Yeah, I'm definitely evil, but I always root for the underdog .. and you should too!
I saw this picture and I knew there was something there for me to unlock in regards to a storyline. Originally it was something along the lines of confronting a bully at a reunion, where she'd say something like, "You'd definitely want me to blow you NOW, Sport-O! Too bad I am married to a REAL man who appreciates me for who I am!" but it felt way too confrontation for my liking .. as most of the trans people I know mostly want to be left alone, and not draw attention to themselves in any way. If they could just blend into the scenery, it'd be fine with them.
However, who wouldn't want their ego boosted just a tad? I've never been to any of my reunions, and most of the people I would want to see do not go to the reunions as well, so I'd be more up for an anti-reunion of sorts. It's sort of funny that I do have contact with some people from High School now, and they often felt the same way I did, but tried to "get along to get along" so to speak, while I just didn't deal well with other people's bullshit. Plus as a metalhead, people legit thought I was a Satanist .. plus I knew how to fight .. so people tended to just stay out of my way back then. Many of my friends had it much worse, but when around me they were at least rewarded with a bit of safe harbor. I mostly got the taking behind my back, rumors started, people would whisper when I walked by, etc ..

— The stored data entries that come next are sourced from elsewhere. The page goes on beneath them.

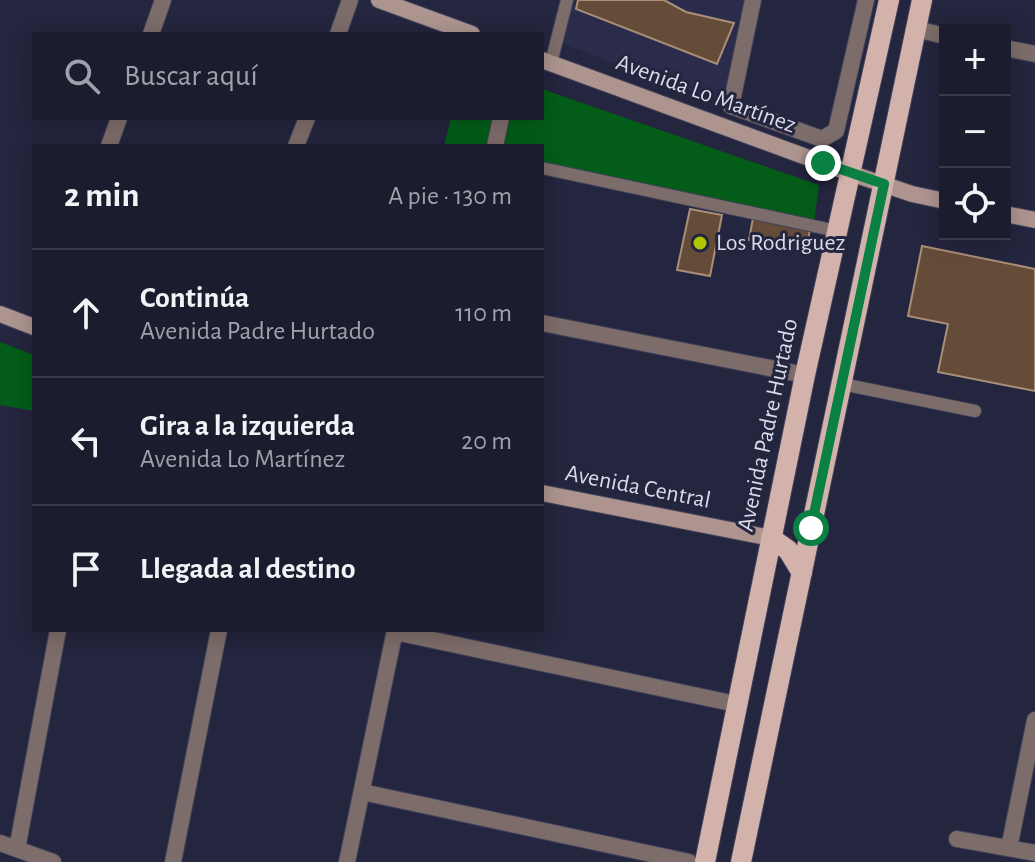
<!DOCTYPE html>
<html lang="es">
<head>
<meta charset="utf-8">
<style>
	:root { --surface:#1b1c2e; --page:#242536; --text:#f1f3f6; --muted:#a0a1aa; --line:#393a4a }
	body { margin:0; font-family:"Alegreya Sans",sans-serif; background:var(--page); color:var(--text) }
	.controls { position:absolute; right:24px; top:24px; display:grid; overflow:hidden; border-radius:0px; box-shadow:0 4px 20px #0003 }
	.controls button { width:72px; height:72px; display:grid; place-items:center; padding:0; border:0; border-bottom:2px solid var(--line); background:var(--surface); color:var(--text); font:40px sans-serif }
	.stop { position:absolute; width:24px; height:24px; margin:-18px; border:6px solid #0b8043; border-radius:50%; background:#fff }
	.stop.end { background:#0b8043; border-color:#fff; box-shadow:0 2px 8px #0008 }
	.list { margin:0; padding:0; list-style:none }
	h2 { display:flex; justify-content:space-between; align-items:center; height:104px; margin:0; padding:0 32px; font-size:34px }
	h2 small { font-size:26px; font-weight:400; color:var(--muted) }
	.list li { display:grid; grid-template-columns:52px 1fr auto; gap:24px; align-items:center; box-sizing:border-box; height:128px; padding:0 32px; border-top:2px solid var(--line) }
	.list b { display:block; font-size:30px; white-space:nowrap }
	.list p { margin:0; font-size:26px; white-space:nowrap; color:var(--muted) }
	.list em { font-size:26px; font-style:normal; color:var(--muted) }
	.icon { flex:none; width:44px; height:44px; fill:none; stroke:currentColor; stroke-width:2; stroke-linecap:round; stroke-linejoin:round }
	.map { position:relative; flex:none; width:1035px; height:862px; overflow:hidden }
	.search { position:absolute; background:var(--surface); box-shadow:0 4px 20px #0003; left:32px; top:32px; width:512px; height:88px; display:flex; align-items:center; gap:20px; box-sizing:border-box; padding:0 28px; border-radius:0px; color:var(--muted); font-size:30px }
	.panel { position:absolute; background:var(--surface); box-shadow:0 4px 20px #0003; left:32px; top:144px; width:512px; height:488px; border-radius:0px }
	.map>svg:first-child { display:block }
</style>
</head>
<body>
<div class="map">
<svg width="1035" height="862" viewBox="0 0 1035 862">
	<rect width="100%" height="100%" fill="#24253e"/>
	<path fill="#2b2c4c" d="M 562,0 L 753,0 L 731,106 L 552,40 Z"/>
	<path fill="#035d18" d="M 542,89 L 819,185 L 814,223 L 542,163 L 542,146 L 444,146 L 451,118 L 542,118 Z
		M 0,342 L 34,355 L 34,411 L 0,405 Z"/>
	<path fill="#654c38" stroke="#a98e78" stroke-width="2" d="M 578,0 L 664,0 L 686,12 L 734,23 L 717,64 L 576,9 Z
		M 690,209 L 722,215 L 710,276 L 677,270 Z
		M 753,218 L 810,229 L 806,250 L 749,240 Z
		M 922,246 L 1035,269 L 1035,391 L 938,372 L 948,324 L 908,316 Z"/>
	<g fill="none" stroke-linecap="round" stroke-linejoin="round">
		<g stroke="#41425a" stroke-width="14">
			<path id="service" d="M 551,63 L 567,0
				M 542,168 L 837,231
				M 842,384 L 975,411"/>
		</g>
		<g stroke="#41425a" stroke-width="18">
			<path id="pedestrian" d="M 753,0 L 731,106 L 822,139 L 836,131 L 866,0"/>
		</g>
		<g stroke="#41425a" stroke-width="18">
			<path id="minor" d="M 916,29 L 945,36
				M 151,34 L 163,0
				M 338,34 L 350,0
				M 1005,48 L 1035,54
				M 109,146 L 119,118
				M 296,146 L 307,118
				M 495,146 L 501,118
				M 542,323 L 805,375
				M 395,632 L 736,704
				M 362,792 L 689,862
				M 957,839 L 1035,853
				M 1009,848 L 1035,720
				M 17,849 L 58,630
				M 173,862 L 219,630
				M 347,862 L 395,630"/>
		</g>
		<g stroke="#41425a" stroke-width="18">
			<path id="tertiary" d="M 0,843 L 53,862"/>
		</g>
		<g stroke="#41425a" stroke-width="18">
			<path id="secondary" d="M 379,0 L 472,34
				M 542,60 L 850,173 L 912,194 L 945,201
				M 1005,214 L 1035,220
				M 0,314 L 34,327
				M 542,493 L 771,538"/>
		</g>
		<g stroke="#41425a" stroke-width="22">
			<path id="primary" d="M 771,538 L 788,550 L 802,573
				M 705,862 L 805,375 L 889,0
				M 741,862 L 922,0"/>
		</g>
		<use href="#service" stroke="#7d6d6a" stroke-width="12"/>
		<use href="#pedestrian" stroke="#7d6d6a" stroke-width="16"/>
		<use href="#minor" stroke="#7d6d6a" stroke-width="16"/>
		<use href="#tertiary" stroke="#7d6d6a" stroke-width="16"/>
		<use href="#secondary" stroke="#ad948f" stroke-width="16"/>
		<use href="#primary" stroke="#d3b2ac" stroke-width="20"/>
	</g>
	<g fill="none" stroke-linecap="round" stroke-linejoin="round">
		<path stroke="#0b8043" stroke-width="10" d="M 811,528 L 884,184 L 823,163"/>
	</g>
	<circle fill="#b0c500" stroke="#24253e" stroke-width="3" cx="700" cy="243" r="8"/>
	<g text-anchor="middle" dominant-baseline="central" stroke-width="6" stroke-linejoin="round" paint-order="stroke">
		<g font-size="24" fill="#d9dbeb" stroke="#24253e">
			<text transform="translate(706 94) rotate(20)">Avenida Lo Martínez</text>
			<text transform="translate(768 425) rotate(-78)">Avenida Padre Hurtado</text>
			<text transform="translate(638 487) rotate(11)">Avenida Central</text>
		</g>
		<g font-size="24" fill="#d9dbeb" stroke="#24253e" text-anchor="start">
			<text x="716" y="243">Los Rodriguez</text>
		</g>
	</g>
</svg>
<div class="controls">
<button>+</button>
<button>−</button>
<button><svg class="icon" aria-label="locate" viewBox="0 0 24 24"><circle cx="12" cy="12" r="6"/><path d="M12 2v4M12 18v4M2 12h4M18 12h4"/></svg></button>
</div>
<div class="stop" style="left:811px;top:528px"></div>
<div class="stop end" style="left:823px;top:163px"></div>
<div class="search"><svg class="icon" aria-label="search" viewBox="0 0 24 24"><circle cx="10" cy="10" r="6"/><path d="M15 15l6 6"/></svg>Buscar aquí</div>
<section class="panel">
<h2>2 min<small>A pie · 130 m</small></h2>
<ul class="list">
<li><svg class="icon" aria-label="ahead" viewBox="0 0 24 24"><path d="M12 20V5M6 11l6-6 6 6"/></svg><div><b>Continúa</b><p>Avenida Padre Hurtado</p></div><em>110 m</em></li>
<li><svg class="icon" aria-label="left" viewBox="0 0 24 24"><path d="M17 20v-9H6M10 6l-5 5 5 5"/></svg><div><b>Gira a la izquierda</b><p>Avenida Lo Martínez</p></div><em>20 m</em></li>
<li><svg class="icon" aria-label="arrive" viewBox="0 0 24 24"><path d="M6 21V4h12l-3 4 3 4H6"/></svg><div><b>Llegada al destino</b></div></li>
</ul>
</section>
</div>
</body>
</html>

Anyway, this is a caption that goes out to all the misfits and fucked up people that didn't fit in with the cliques and were given grief just for being themselves. Those who already knew what they were, while the knuckleheads were already peaking in life at age 17-18. I find it funny now that people are saying, "the kids need to be back in school .. it's the best years of their lives!" If that is true, how fucking pathetic are those people's lives now? I can tell you that a good number of those kids are enjoying their space right now, and not being hassled by bullies, asshole teachers, stuffed into lockers and ridiculed for stupid ass reasons .. 'you need to toughen up or the real world is going to chew you up and spit you out!' Yay, more of the same! But things are different when you "grow up" and you can expand your horizons and meet people that think like you do, and accept you for the person you are, and are growing into. That's the thing that we should be telling the kids of today. That what you are now, isn't what you'll always be .. you can be yourself and still be the person you want yourself to be.
Anyway, I wanted the best for Lisa, and I wrote it that way .. and thanked those who give "the beaten and the damn" some respite from the every day tortures that teens face. I'm sure you all had your angels that took you at face value, and lifted you up when you needed it. And I hope that you are doing the same for those that you can help .. either directly or by supporting those who do. We are all in this together, so let's make those outcasts feel like they belong somewhere!
And one of those kids from Middle School and High School that I didn't really talk to that much back then .. I might have a date with her post-covid! We apparently have more in common than I thought back when I was a teen and had a mad crush on her. Who said you can't go home again?
How 'tough' was I? I tried to commit suicide when I was younger. My friend punched me until I threw up the pills I took that I drowned with alcohol. That is friendship right there. Many years ago (27) this week. I am still here and he's not. I have my life now because of him. Just remember .. it gets better!